[TASK DESCRIPTION] Copy each line of the following data that contains "Burns".

[Start of Attachment]

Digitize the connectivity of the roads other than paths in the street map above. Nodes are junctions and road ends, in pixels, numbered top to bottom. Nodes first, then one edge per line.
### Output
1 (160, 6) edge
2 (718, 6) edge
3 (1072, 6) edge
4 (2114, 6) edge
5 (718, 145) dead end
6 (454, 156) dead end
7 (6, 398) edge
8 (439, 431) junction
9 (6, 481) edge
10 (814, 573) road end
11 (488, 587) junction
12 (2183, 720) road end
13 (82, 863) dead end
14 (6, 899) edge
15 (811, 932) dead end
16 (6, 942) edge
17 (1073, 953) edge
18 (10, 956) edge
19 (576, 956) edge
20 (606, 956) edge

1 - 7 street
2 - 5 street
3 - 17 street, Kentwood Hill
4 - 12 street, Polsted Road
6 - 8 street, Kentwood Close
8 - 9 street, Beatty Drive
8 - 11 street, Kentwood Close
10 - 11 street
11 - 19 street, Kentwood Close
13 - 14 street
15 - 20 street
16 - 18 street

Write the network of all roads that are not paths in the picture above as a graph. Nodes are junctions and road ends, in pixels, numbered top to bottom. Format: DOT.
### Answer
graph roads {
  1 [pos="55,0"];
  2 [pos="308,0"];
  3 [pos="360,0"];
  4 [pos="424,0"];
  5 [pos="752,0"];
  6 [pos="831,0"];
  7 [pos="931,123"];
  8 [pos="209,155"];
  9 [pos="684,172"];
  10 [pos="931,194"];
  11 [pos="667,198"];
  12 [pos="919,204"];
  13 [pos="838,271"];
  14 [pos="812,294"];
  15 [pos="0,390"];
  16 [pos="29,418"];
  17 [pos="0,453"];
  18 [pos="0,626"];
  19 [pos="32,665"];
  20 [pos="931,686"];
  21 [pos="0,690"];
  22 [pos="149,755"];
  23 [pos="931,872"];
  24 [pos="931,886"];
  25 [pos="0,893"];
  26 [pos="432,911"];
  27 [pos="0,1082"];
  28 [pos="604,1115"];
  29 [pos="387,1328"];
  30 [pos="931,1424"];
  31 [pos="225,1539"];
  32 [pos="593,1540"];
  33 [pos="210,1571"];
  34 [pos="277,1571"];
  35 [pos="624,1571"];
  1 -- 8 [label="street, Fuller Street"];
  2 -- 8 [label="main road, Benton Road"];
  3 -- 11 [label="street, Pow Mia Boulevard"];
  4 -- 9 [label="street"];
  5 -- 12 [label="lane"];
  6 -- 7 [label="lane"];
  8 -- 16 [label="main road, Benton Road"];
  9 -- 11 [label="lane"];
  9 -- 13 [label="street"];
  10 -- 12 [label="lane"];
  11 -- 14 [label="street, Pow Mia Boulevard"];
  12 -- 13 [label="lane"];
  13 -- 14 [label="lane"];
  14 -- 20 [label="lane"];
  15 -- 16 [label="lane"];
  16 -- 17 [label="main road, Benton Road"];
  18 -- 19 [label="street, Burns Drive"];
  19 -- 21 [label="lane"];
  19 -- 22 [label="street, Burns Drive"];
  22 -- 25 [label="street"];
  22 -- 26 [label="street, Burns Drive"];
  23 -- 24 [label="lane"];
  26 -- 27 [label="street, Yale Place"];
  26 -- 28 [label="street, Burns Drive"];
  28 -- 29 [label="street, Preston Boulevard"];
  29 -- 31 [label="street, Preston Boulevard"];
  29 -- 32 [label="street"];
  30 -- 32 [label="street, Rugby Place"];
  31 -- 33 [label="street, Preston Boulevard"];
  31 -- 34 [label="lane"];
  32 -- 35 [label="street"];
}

[End of Attachment]

[EXPECTED ANSWER]
  18 -- 19 [label="street, Burns Drive"];
  19 -- 22 [label="street, Burns Drive"];
  22 -- 26 [label="street, Burns Drive"];
  26 -- 28 [label="street, Burns Drive"];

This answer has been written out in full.